Before we assess the team physician's contribution to prevention, we need to get a handle on injury trends over the past two decades, which can be difficult. The lack of standard definitions prevents good numerator data, and there is a fundamental lack of denominator data as well. However, aside from isolated success stories, it doesn't appear that injury rates have declined appreciably, and, in some cases, they've gone up.

It seems that in the past, we have clung to two approaches to injury prevention. One is the development of better protective equipment and everything associated with that, from artificial turf to footwear. The other is improved physical preparation. But since this dual focus has apparently not led to a significant reduction in injuries, we should explore other avenues.

Team physicians are doing a good job overall with treatment. New medical devices, high-quality rehabilitation, advanced surgical techniques, and state-of-the-art diagnostic imaging all contribute to our ability to make a diagnosis and provide definitive treatment quickly.

But how are we doing on the preventive side?
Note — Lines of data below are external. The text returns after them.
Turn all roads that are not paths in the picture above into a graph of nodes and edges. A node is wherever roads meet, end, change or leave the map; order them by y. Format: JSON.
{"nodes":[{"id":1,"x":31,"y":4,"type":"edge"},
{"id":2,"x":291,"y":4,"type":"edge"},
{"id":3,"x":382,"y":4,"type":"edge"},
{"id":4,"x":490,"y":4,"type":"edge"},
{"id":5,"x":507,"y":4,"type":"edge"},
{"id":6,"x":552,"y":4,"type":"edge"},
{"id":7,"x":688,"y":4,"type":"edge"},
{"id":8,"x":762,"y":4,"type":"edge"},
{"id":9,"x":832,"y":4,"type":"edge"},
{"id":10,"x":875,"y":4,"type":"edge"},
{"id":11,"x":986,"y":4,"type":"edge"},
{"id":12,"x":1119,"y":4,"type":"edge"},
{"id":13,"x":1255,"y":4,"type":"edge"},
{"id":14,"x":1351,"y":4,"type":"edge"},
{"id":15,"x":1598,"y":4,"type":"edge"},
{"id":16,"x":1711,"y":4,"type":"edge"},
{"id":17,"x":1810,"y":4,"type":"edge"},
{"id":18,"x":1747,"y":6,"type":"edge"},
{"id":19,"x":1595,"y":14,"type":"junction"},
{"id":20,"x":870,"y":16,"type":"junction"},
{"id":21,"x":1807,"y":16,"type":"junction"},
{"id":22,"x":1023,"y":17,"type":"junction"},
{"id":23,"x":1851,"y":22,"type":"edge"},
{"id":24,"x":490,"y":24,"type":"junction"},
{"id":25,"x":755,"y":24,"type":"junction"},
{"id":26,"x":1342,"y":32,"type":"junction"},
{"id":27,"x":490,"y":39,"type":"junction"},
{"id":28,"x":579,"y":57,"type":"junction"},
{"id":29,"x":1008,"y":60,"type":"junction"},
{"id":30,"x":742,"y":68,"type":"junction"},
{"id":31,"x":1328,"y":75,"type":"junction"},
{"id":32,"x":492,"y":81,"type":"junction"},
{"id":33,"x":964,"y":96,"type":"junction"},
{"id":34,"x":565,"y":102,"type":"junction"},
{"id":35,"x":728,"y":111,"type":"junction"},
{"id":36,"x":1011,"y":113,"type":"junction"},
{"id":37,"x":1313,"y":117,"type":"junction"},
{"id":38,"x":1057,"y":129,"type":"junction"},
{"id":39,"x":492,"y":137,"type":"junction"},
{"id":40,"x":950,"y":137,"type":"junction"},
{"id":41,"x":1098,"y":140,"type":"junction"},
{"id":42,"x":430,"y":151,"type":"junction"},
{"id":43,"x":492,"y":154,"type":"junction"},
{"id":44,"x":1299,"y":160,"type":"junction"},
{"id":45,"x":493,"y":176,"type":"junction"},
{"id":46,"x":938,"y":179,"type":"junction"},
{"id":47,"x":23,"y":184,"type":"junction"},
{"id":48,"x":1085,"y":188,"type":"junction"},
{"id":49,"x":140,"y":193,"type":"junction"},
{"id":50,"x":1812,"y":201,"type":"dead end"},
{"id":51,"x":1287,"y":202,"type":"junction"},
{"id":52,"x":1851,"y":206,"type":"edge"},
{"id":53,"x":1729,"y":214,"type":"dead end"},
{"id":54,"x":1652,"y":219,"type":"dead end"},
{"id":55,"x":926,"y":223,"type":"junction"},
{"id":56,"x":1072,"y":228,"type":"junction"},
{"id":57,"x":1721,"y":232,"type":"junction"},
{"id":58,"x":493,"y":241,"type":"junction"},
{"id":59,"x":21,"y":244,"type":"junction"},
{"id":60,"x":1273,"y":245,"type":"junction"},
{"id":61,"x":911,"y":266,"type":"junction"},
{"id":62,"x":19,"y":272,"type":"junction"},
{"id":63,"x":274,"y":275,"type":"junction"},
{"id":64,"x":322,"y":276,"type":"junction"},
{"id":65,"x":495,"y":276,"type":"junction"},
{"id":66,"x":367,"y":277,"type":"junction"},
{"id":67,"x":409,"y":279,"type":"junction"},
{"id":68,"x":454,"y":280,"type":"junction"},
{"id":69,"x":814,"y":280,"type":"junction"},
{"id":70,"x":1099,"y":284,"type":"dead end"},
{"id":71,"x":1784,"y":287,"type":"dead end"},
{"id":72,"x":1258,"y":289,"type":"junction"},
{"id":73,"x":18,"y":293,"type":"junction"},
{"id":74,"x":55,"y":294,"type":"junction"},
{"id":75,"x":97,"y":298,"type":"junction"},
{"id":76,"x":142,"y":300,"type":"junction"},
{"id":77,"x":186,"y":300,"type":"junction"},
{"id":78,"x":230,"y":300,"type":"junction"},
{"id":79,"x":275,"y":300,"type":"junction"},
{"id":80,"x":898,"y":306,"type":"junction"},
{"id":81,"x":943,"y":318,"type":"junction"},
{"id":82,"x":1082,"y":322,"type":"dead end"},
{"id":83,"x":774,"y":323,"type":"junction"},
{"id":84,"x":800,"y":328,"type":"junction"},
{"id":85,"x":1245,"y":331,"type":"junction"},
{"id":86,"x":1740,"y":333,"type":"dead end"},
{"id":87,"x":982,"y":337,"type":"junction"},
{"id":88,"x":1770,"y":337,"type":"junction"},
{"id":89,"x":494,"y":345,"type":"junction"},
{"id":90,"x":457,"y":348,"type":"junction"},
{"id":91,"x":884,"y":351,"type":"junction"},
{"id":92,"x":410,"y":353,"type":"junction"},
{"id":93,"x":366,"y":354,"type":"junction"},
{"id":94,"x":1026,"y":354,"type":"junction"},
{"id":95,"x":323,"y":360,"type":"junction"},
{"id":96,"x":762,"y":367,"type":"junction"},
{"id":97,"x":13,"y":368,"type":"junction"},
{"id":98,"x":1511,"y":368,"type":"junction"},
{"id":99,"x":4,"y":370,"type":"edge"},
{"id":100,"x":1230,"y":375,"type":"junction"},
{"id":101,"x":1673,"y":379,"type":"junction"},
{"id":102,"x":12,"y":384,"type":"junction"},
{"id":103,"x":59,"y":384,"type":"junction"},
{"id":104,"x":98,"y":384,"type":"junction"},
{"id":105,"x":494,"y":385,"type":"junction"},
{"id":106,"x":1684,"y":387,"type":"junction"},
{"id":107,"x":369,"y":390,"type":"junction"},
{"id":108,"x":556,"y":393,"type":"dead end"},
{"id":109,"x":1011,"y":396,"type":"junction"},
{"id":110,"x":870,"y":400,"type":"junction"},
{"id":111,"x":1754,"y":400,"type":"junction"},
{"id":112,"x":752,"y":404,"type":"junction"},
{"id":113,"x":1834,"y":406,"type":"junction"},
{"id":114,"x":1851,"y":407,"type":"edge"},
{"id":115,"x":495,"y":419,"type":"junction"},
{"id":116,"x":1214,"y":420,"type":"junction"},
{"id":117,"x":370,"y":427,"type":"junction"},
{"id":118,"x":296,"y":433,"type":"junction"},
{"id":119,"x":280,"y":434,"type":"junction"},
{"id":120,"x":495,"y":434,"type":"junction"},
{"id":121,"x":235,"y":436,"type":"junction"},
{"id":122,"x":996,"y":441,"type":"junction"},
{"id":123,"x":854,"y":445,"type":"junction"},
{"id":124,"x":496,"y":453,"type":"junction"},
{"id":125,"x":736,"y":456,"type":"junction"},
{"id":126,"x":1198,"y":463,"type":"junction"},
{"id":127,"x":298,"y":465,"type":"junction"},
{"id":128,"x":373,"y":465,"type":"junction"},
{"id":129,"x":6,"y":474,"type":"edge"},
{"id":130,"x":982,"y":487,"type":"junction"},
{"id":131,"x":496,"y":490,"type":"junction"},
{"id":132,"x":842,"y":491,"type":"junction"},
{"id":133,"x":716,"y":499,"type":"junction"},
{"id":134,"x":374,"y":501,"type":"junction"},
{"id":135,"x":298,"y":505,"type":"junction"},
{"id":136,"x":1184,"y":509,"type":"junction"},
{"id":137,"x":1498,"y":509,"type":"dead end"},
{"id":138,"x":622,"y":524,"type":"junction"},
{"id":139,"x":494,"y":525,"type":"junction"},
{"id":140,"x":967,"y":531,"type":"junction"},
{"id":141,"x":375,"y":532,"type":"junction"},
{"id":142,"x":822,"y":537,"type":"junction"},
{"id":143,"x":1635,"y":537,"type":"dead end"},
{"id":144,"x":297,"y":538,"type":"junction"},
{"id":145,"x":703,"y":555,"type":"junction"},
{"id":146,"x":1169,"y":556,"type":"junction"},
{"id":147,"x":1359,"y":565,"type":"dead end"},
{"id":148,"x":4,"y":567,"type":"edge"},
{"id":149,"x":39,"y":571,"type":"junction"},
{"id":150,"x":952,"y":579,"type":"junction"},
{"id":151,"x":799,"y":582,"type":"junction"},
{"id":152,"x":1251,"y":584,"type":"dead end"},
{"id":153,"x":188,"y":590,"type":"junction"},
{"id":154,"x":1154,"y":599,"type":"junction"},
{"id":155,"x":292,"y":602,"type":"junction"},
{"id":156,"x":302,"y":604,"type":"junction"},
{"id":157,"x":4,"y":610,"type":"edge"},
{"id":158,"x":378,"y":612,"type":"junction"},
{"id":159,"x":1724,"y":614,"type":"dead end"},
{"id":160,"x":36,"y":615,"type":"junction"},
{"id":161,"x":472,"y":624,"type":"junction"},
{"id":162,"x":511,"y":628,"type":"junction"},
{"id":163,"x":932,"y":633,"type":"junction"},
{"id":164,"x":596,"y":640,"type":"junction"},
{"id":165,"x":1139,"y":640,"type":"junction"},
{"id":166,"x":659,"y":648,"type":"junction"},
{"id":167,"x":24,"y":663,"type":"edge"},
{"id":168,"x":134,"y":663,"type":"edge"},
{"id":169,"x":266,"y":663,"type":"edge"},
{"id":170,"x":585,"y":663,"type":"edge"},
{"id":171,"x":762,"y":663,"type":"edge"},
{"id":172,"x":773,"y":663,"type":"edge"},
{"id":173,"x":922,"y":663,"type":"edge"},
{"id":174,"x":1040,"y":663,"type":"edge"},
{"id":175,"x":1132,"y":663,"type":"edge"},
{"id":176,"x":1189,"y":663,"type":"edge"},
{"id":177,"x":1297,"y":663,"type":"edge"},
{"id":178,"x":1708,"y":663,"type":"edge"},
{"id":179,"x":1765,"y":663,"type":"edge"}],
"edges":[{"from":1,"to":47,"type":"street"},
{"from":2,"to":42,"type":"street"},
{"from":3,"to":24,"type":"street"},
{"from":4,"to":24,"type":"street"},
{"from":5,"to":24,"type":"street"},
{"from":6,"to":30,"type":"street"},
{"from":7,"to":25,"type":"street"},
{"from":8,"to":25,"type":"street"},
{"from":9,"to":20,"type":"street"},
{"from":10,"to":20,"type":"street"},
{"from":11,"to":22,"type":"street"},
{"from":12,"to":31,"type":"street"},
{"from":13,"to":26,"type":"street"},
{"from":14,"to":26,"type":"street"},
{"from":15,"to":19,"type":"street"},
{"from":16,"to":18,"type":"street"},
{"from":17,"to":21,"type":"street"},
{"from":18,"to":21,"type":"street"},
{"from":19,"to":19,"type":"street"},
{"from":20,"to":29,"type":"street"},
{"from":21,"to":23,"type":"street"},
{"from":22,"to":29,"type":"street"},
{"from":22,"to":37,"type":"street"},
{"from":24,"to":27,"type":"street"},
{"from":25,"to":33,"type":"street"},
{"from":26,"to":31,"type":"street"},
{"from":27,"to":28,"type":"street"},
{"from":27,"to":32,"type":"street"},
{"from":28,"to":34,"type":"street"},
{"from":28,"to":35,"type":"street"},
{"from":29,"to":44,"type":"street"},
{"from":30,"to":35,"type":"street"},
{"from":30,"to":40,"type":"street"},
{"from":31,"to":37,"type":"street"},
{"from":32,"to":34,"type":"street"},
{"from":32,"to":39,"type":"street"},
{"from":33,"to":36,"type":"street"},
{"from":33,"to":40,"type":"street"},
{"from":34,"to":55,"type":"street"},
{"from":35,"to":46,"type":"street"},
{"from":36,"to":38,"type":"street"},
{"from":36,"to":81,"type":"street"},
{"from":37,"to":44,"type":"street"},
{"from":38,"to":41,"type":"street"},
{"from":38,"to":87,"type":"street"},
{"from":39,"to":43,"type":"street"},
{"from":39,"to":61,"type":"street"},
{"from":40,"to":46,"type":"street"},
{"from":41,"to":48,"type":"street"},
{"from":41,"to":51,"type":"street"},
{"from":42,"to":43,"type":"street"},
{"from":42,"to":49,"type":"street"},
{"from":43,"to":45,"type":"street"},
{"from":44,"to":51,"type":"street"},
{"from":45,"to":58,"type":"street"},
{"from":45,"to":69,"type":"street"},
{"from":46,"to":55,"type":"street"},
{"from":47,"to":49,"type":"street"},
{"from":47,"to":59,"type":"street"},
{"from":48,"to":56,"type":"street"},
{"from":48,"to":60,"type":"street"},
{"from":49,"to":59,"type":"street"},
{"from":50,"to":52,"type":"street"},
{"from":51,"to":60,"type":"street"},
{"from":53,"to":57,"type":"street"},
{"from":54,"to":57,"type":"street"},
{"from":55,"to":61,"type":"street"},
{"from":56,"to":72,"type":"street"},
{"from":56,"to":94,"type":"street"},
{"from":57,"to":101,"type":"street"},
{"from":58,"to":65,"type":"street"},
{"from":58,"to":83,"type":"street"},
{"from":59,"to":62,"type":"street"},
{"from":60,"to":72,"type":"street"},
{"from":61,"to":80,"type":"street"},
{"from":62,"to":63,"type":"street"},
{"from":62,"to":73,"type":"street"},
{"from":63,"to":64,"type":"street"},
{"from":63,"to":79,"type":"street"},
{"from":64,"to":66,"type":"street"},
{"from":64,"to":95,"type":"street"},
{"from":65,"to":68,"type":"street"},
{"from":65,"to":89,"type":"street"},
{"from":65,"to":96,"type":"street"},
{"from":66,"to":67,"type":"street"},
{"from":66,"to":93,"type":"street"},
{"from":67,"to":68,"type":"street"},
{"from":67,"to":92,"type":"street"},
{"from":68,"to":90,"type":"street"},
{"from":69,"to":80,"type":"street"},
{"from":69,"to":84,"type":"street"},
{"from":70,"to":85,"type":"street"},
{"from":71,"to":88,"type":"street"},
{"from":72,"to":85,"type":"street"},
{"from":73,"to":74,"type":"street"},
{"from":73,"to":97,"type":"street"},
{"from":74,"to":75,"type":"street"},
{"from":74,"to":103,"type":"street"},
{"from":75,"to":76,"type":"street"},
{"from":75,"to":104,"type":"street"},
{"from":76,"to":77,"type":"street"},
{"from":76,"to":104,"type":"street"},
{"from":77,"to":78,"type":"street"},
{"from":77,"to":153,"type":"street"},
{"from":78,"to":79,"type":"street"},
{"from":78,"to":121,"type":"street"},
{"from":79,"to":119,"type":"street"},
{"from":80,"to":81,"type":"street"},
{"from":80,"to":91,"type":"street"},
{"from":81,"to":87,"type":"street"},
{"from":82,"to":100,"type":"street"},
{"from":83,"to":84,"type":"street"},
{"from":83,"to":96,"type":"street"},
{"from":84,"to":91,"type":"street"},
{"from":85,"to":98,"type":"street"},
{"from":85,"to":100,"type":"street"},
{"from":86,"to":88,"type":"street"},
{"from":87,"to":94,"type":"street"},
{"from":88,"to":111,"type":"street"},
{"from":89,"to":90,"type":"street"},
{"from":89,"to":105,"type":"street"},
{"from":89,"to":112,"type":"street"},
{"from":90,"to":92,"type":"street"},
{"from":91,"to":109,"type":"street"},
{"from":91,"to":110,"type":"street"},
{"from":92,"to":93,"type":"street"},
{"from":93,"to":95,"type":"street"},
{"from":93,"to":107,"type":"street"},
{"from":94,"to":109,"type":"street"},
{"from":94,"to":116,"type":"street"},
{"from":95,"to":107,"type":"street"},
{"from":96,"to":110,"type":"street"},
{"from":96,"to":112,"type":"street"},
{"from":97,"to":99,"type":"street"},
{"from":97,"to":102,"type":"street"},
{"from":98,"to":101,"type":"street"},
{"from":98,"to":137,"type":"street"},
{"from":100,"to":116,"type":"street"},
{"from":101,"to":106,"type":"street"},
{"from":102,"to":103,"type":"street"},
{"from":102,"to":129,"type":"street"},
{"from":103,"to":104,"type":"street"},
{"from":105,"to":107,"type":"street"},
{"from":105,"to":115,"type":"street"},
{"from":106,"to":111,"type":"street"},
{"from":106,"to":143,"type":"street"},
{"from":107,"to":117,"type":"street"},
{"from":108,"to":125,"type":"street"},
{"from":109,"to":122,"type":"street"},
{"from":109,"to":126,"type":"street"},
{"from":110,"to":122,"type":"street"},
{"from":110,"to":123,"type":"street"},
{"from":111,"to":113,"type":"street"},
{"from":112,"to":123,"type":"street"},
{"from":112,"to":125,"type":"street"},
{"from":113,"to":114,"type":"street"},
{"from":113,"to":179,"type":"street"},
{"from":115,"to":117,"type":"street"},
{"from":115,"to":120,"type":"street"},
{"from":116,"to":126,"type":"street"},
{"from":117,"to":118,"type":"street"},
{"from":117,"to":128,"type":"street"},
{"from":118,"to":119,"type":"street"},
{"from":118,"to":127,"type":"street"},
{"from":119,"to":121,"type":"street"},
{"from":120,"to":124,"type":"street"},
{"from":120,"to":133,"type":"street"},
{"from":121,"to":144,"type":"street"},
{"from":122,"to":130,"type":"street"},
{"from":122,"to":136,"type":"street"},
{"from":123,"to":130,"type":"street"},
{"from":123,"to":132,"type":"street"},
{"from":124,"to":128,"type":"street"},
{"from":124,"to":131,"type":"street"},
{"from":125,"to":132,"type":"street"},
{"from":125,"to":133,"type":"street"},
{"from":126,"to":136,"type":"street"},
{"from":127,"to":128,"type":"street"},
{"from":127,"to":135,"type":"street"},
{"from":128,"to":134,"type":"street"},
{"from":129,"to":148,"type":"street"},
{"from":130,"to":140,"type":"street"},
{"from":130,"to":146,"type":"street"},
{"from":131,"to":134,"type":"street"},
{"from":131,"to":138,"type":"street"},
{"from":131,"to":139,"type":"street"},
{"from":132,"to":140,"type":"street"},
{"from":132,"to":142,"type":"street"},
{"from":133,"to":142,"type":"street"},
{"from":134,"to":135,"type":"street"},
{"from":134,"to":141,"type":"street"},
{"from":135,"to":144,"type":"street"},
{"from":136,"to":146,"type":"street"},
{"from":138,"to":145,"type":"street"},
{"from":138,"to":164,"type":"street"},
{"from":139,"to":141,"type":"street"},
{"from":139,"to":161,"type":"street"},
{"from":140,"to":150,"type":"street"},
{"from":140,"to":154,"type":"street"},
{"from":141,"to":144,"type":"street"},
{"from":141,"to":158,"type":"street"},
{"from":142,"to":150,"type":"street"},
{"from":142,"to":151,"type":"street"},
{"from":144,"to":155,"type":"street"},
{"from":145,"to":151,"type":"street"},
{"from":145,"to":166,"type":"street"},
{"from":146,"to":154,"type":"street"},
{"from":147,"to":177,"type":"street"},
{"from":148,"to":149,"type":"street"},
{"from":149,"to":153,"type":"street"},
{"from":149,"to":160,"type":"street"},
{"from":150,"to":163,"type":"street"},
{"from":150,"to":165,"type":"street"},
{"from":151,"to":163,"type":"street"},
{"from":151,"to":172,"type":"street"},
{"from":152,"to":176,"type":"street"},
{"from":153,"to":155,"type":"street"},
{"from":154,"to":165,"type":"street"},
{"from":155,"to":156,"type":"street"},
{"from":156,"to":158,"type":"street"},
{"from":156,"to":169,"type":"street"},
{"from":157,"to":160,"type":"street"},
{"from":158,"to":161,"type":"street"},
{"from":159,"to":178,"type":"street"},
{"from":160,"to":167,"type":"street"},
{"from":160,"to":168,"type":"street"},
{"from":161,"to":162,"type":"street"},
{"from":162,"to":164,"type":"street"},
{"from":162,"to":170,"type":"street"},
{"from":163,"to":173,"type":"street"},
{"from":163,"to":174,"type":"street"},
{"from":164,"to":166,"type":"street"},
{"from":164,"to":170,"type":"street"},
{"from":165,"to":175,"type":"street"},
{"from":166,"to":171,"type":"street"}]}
Among the team physician's roles in preventing sports injury is detection, most commonly represented by the preparticipation exam (PPE). We don't know, though, how good the PPE is—there are no data to show that the PPE reduces morbidity and mortality.

Another role is monitoring athletes who have existing problems. This component arises because the athletic model of healthcare is to "clear" or "disqualify" athletes, and this black-and-white approach does not align with reality. We need to have effective mechanisms in place to monitor those who are cleared but have ongoing problems—a substantial percentage of those participating in competitive sports.

A third area is in return-to-play guidelines. Without being too critical here, we have virtually no evidence-based approaches to these difficult problems, and it appears there is as much or more written in the legal literature as in medical journals.

A fourth role for the team physician is pregame treatment, such as injections with local anesthetics to mask pain. Again, no real data.

The final area is advocacy and health policy, a clear role for physicians. But as the values and goals in competitive sports begin to overlap less with those in medicine, physicians' ability to influence health policy will very much depend on the quality of our data to create a solid platform for health policy advocacy. We must embrace this vital role in the coming years.

We can do much to foster prevention, but obstacles exist. We need to strike a balance between an athletic and medical model of healthcare. In addition, quality sports medicine training programs and services need to be less fragmented. And—in case you didn't recognize the repeated theme above—we need more studies to gather better data.

The American College of Sports Medicine sponsors a team physician course and publishes consensus statement on the team physician and on return to play. These efforts constitute a good start but don't go far enough. Virtually every team has a team physician, and this rather large group of physicians needs to champion prevention efforts. Most sports medicine meetings are organized around societies. What about establishing an annual meeting solely designed for team physicians?

It's time to see how a concerted effort from those in the trenches will reduce injuries.